The Café on Dream Street, by Adriane Brown [Review]

Adriane Brown’s novel, The Café on Dream Street, is a tortured tale of an immigrant from el Salvador, Felipe Sanchez, and his family, trying to make a life in a suburb of New York called Oakmont. The writer’s political bent is clear from the outset. The local cops are redneck anti-immigrant thugs, who terrorize the immigrant family and their business (the café of the title), play poker in the back room of a local restaurant, and plot how to drive the immigrants out of their town. The chief villain cop ultimately frames the story’s hero for a crime he did not commit, resulting in his deportation.

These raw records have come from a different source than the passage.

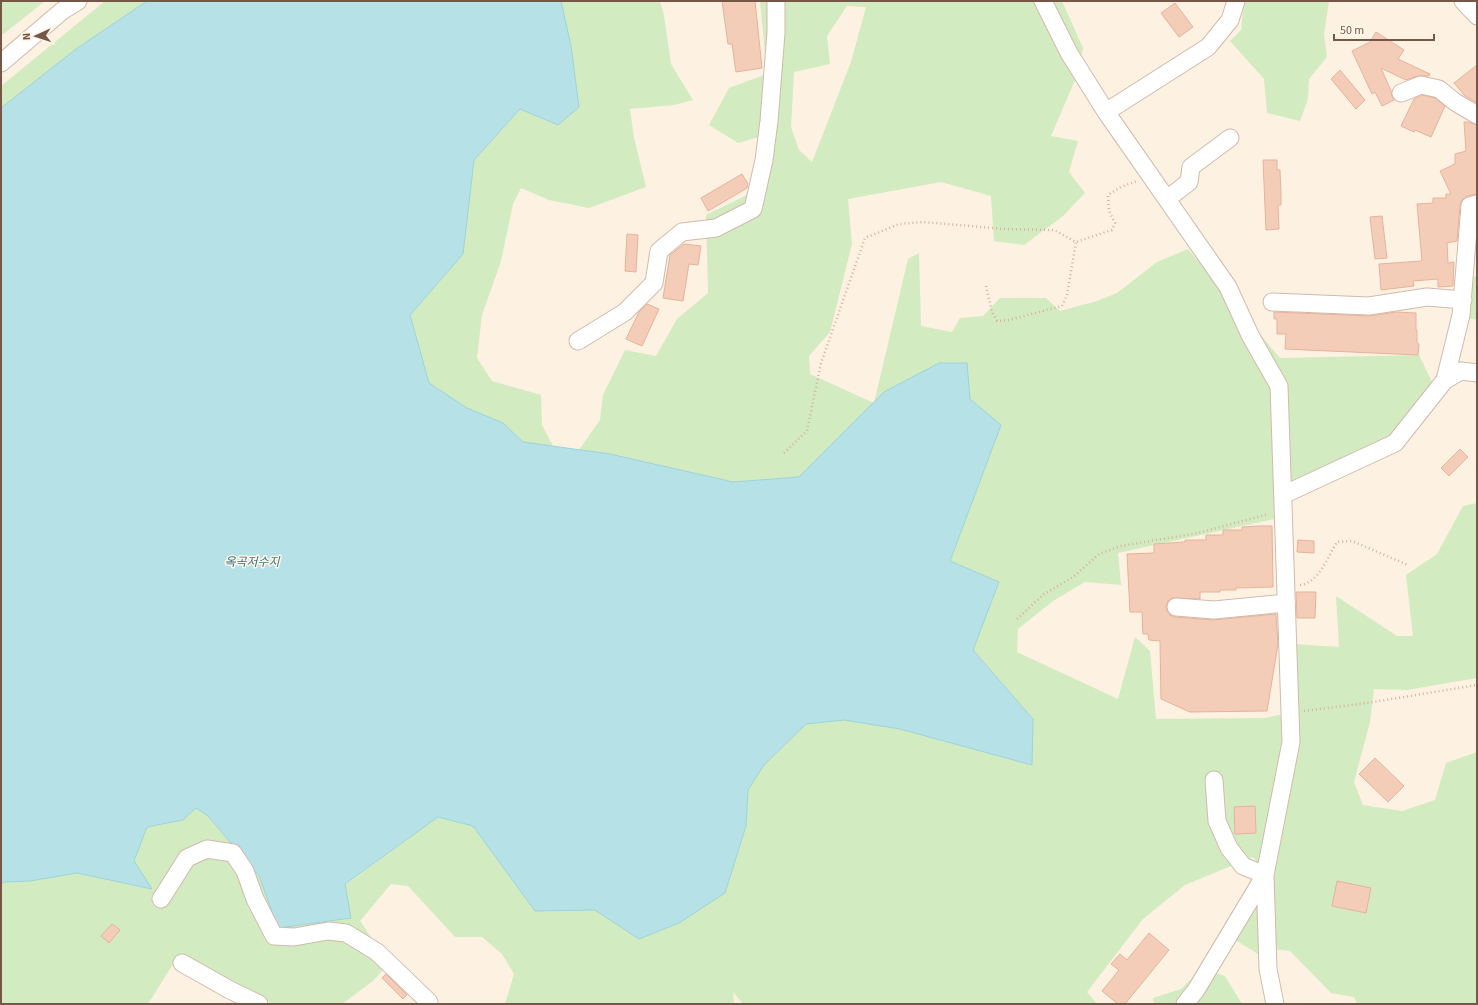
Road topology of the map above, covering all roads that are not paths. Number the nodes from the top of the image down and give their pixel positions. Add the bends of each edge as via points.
1 (78, 1) edge
2 (776, 1) edge
3 (1043, 1) edge
4 (1236, 1) edge
5 (1463, 1) edge
6 (1477, 16) edge
7 (1, 63) edge
8 (1401, 93) dead end
9 (1106, 112) junction
10 (1477, 115) edge
11 (1230, 138) dead end
12 (1167, 199) junction
13 (1477, 204) edge
14 (1463, 300) junction
15 (1272, 302) dead end
16 (578, 341) dead end
17 (1477, 373) edge
18 (1445, 380) junction
19 (1283, 503) junction
20 (1286, 595) junction
21 (1176, 607) dead end
22 (1214, 780) dead end
23 (1265, 875) junction
24 (161, 899) dead end
25 (182, 963) dead end
26 (430, 1003) edge
27 (260, 1004) edge
28 (1185, 1004) edge
29 (1275, 1004) edge

1 - 7 street via 62,11
2 - 16 street via 769,121 764,160 753,209 716,228 682,232 659,251 654,283 625,312
3 - 9 street via 1069,52
4 - 9 street via 1230,20 1208,46
5 - 6 street
8 - 10 street via 1421,85 1439,89
9 - 12 street
11 - 12 street via 1191,167 1189,182
12 - 19 street via 1228,287 1250,335 1279,386
13 - 14 street via 1470,206
14 - 15 street via 1428,297 1369,306
14 - 18 street
17 - 18 street via 1461,371
18 - 19 street via 1395,443
19 - 20 street
20 - 21 street via 1214,610
20 - 23 street via 1291,742
22 - 23 street via 1217,821 1229,848 1243,866
23 - 28 street
23 - 29 street via 1268,969
24 - 26 street via 186,858 207,849 233,853 245,871 255,899 274,936 294,937 328,931 346,933 377,952
25 - 27 street

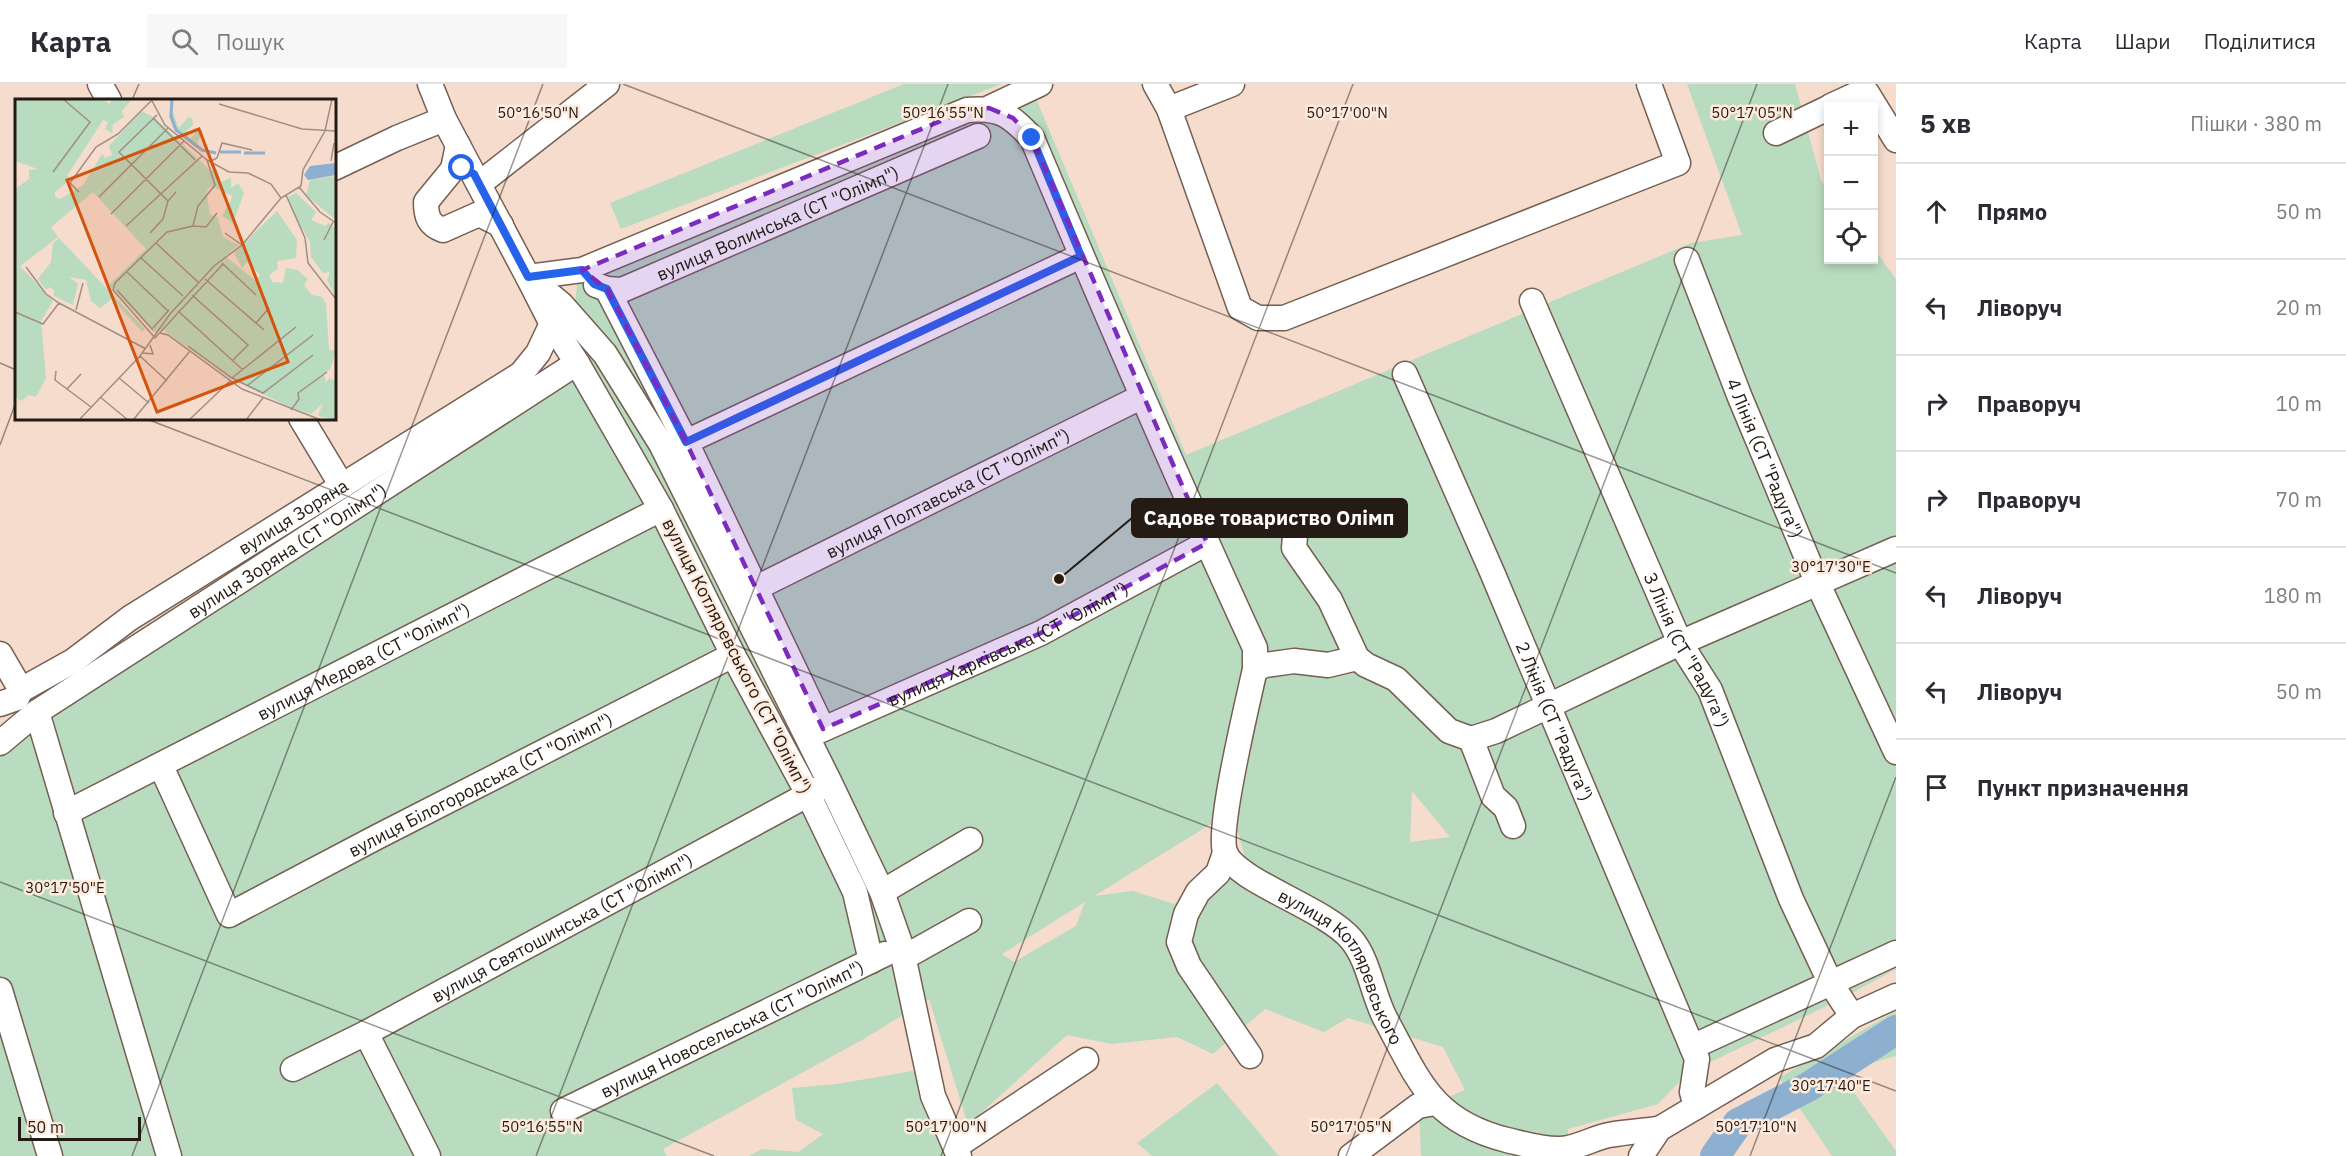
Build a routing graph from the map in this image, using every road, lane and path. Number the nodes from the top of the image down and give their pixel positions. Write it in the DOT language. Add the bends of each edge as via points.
graph roads {
  1 [pos="100,84"];
  2 [pos="430,84"];
  3 [pos="607,84"];
  4 [pos="1040,84"];
  5 [pos="1155,84"];
  6 [pos="1232,84"];
  7 [pos="1649,84"];
  8 [pos="109,99"];
  9 [pos="1840,102"];
  10 [pos="1873,102"];
  11 [pos="989,108"];
  12 [pos="1169,109"];
  13 [pos="1824,110"];
  14 [pos="1878,110"];
  15 [pos="444,119"];
  16 [pos="1776,133"];
  17 [pos="978,136"];
  18 [pos="1896,141"];
  19 [pos="336,167"];
  20 [pos="470,173"];
  21 [pos="472,215"];
  22 [pos="501,225"];
  23 [pos="1081,256"];
  24 [pos="1687,260"];
  25 [pos="582,270"];
  26 [pos="528,277"];
  27 [pos="607,289"];
  28 [pos="1532,301"];
  29 [pos="557,314"];
  30 [pos="577,363"];
  31 [pos="1405,374"];
  32 [pos="1141,397"];
  33 [pos="303,420"];
  34 [pos="686,442"];
  35 [pos="342,486"];
  36 [pos="661,510"];
  37 [pos="1296,525"];
  38 [pos="1207,543"];
  39 [pos="1896,549"];
  40 [pos="1817,582"];
  41 [pos="756,588"];
  42 [pos="1680,643"];
  43 [pos="0,654"];
  44 [pos="733,655"];
  45 [pos="1357,658"];
  46 [pos="1255,669"];
  47 [pos="21,690"];
  48 [pos="0,704"];
  49 [pos="1547,705"];
  50 [pos="37,712"];
  51 [pos="814,733"];
  52 [pos="1471,739"];
  53 [pos="0,743"];
  54 [pos="1896,752"];
  55 [pos="161,766"];
  56 [pos="830,783"];
  57 [pos="808,794"];
  58 [pos="66,813"];
  59 [pos="1513,826"];
  60 [pos="970,840"];
  61 [pos="1225,853"];
  62 [pos="882,892"];
  63 [pos="969,921"];
  64 [pos="902,952"];
  65 [pos="1896,953"];
  66 [pos="871,961"];
  67 [pos="0,990"];
  68 [pos="1896,996"];
  69 [pos="1842,999"];
  70 [pos="366,1034"];
  71 [pos="1250,1056"];
  72 [pos="1694,1058"];
  73 [pos="1086,1060"];
  74 [pos="293,1070"];
  75 [pos="1435,1103"];
  76 [pos="1696,1107"];
  77 [pos="563,1111"];
  78 [pos="1659,1129"];
  79 [pos="957,1152"];
  80 [pos="50,1156"];
  81 [pos="169,1156"];
  82 [pos="428,1156"];
  83 [pos="1351,1156"];
  84 [pos="1641,1156"];
  1 -- 8 [label="street"];
  2 -- 15 [label="street"];
  3 -- 20 [label="street"];
  4 -- 11 [label="street"];
  5 -- 12 [label="street"];
  6 -- 12 [label="street"];
  7 -- 12 [label="street" via="1678,164 1284,318 1258,318 1240,308"];
  9 -- 10 [label="street" via="1868,93"];
  11 -- 23 [label="street" via="1013,118 1032,138"];
  11 -- 25 [label="street" via="967,110"];
  13 -- 16 [label="street"];
  14 -- 18 [label="street"];
  15 -- 19 [label="street"];
  15 -- 20 [label="street"];
  17 -- 27 [label="street, вулиця Волинська (СТ \"Олімп\")" via="622,290"];
  20 -- 21 [label="street" via="480,204"];
  20 -- 21 [label="street" via="426,202 426,215 432,226 443,230"];
  20 -- 22 [label="street"];
  21 -- 22 [label="street" via="479,214"];
  22 -- 26 [label="street"];
  23 -- 32 [label="street"];
  23 -- 34 [label="street"];
  24 -- 40 [label="street, 4 Лінія (СТ \"Радуга\")"];
  25 -- 26 [label="street"];
  25 -- 27 [label="street" via="594,284"];
  26 -- 29 [label="street"];
  27 -- 34 [label="street"];
  28 -- 42 [label="street, З Лінія (СТ \"Радуга\")"];
  29 -- 30 [label="street, вулиця Котляревського (СТ \"Олімп\")"];
  29 -- 35 [label="street, вулиця Зоряна" via="521,374"];
  29 -- 51 [label="street" via="605,354 661,444"];
  30 -- 36 [label="street, вулиця Котляревського (СТ \"Олімп\")"];
  30 -- 50 [label="street, вулиця Зоряна (СТ \"Олімп\")"];
  31 -- 49 [label="street, 2 Лінія (СТ \"Радуга\")"];
  32 -- 38 [label="street"];
  32 -- 41 [label="street, вулиця Полтавська (СТ \"Олімп\")"];
  33 -- 35 [label="street"];
  34 -- 41 [label="street"];
  35 -- 47 [label="street, вулиця Зоряна" via="130,618 73,661"];
  36 -- 44 [label="street, вулиця Котляревського (СТ \"Олімп\")"];
  36 -- 55 [label="street, вулиця Медова (СТ \"Олімп\")"];
  37 -- 45 [label="street" via="1294,548 1330,600"];
  38 -- 46 [label="street" via="1255,648"];
  38 -- 51 [label="street, вулиця Харківська (СТ \"Олімп\")" via="1041,633"];
  39 -- 40 [label="street"];
  40 -- 42 [label="street"];
  40 -- 54 [label="street, 4 Лінія (СТ \"Радуга\")"];
  41 -- 51 [label="street"];
  42 -- 49 [label="street"];
  42 -- 69 [label="street, З Лінія (СТ \"Радуга\")" via="1710,690 1791,899"];
  43 -- 47 [label="street"];
  44 -- 55 [label="street, вулиця Білогородська (СТ \"Олімп\")" via="229,915"];
  44 -- 57 [label="street, вулиця Котляревського (СТ \"Олімп\")"];
  45 -- 46 [label="street" via="1328,664 1294,661"];
  45 -- 52 [label="street" via="1396,679 1449,731"];
  46 -- 61 [label="street" via="1225,826"];
  47 -- 48 [label="street, вулиця Зоряна" via="17,698"];
  49 -- 52 [label="street"];
  49 -- 72 [label="street, 2 Лінія (СТ \"Радуга\")"];
  50 -- 53 [label="street, вулиця Зоряна (СТ \"Олімп\")"];
  50 -- 58 [label="street"];
  51 -- 56 [label="street"];
  52 -- 59 [label="street" via="1493,796 1506,808"];
  55 -- 58 [label="street, вулиця Медова (СТ \"Олімп\")"];
  56 -- 57 [label="street, вулиця Святошинська (СТ \"Олімп\")"];
  56 -- 62 [label="street"];
  57 -- 66 [label="street, вулиця Котляревського (СТ \"Олімп\")" via="855,892"];
  57 -- 70 [label="street, вулиця Святошинська (СТ \"Олімп\")"];
  58 -- 81 [label="street"];
  60 -- 62 [label="street"];
  61 -- 71 [label="street" via="1218,873 1198,892 1186,914 1179,942 1190,966"];
  61 -- 75 [label="street, вулиця Котляревського" via="1242,872 1318,912 1351,939 1383,1013"];
  62 -- 64 [label="street"];
  63 -- 64 [label="street, вулиця Новосельська (СТ \"Олімп\")"];
  64 -- 66 [label="street, вулиця Новосельська (СТ \"Олімп\")"];
  64 -- 79 [label="street" via="933,1096"];
  65 -- 69 [label="street"];
  66 -- 77 [label="street, вулиця Новосельська (СТ \"Олімп\")"];
  67 -- 80 [label="street"];
  68 -- 69 [label="street"];
  69 -- 72 [label="street"];
  69 -- 76 [label="street" via="1816,1046 1775,1060"];
  70 -- 74 [label="street, вулиця Святошинська (СТ \"Олімп\")"];
  70 -- 82 [label="street"];
  72 -- 76 [label="street" via="1692,1092"];
  73 -- 79 [label="street"];
  75 -- 78 [label="street, вулиця Котляревського" via="1459,1123 1491,1136 1562,1149 1608,1135"];
  75 -- 83 [label="street" via="1418,1106"];
  76 -- 78 [label="street"];
  78 -- 84 [label="street"];
}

Meanwhile, the immigrant family is heroic, having overcome crimes and oppression in el Salvador. The family works hard. Their daughter is a diligent student. They are noble, and now have to overcome the prejudice of American cops and bigoted citizens.

While not every White person in the story is a villain, the chief villain’s son’s infatuation with the Filipe’s daughter seems a bit forced, along with his subsequent sacrifice. His mother has a more tolerant attitude, but she has little influence.

The story comes off as a caricature with evil villains and pure good heroes. The story meanders along, filled with details about the lives of the family members, flashbacks to el Salvador, and long narrative paragraphs. The writing style is generally excessive on description, although well-edited, aside from a chronic need to shorten paragraphs. The lengthy exposition about the intricacies (and injustices) of the US immigration system seem out of place coming from these characters.

Toward the end there is a laughably bad courtroom sequence that is central to the plot resolution, but which is so melodramatic and unrealistic that it loses its power. (Think the climactic scene of a bad Perry Mason episode.)

The author lists the persons who provided research and consultation about the story at the beginning of the book, as if to document her bona fides to be writing this story of triumph over adversity by an immigrant family. I don’t doubt her sincerity. The story wants to be both tragic and inspirational in some respects. But, as a novel, it’s a slog to get through and the schmaltzy conclusion feels more Hollywood than true to life. There is usually more gray in the world. This story is very black (brown) and white.

I received an unsolicited free download of this book from the author, requesting an honest review.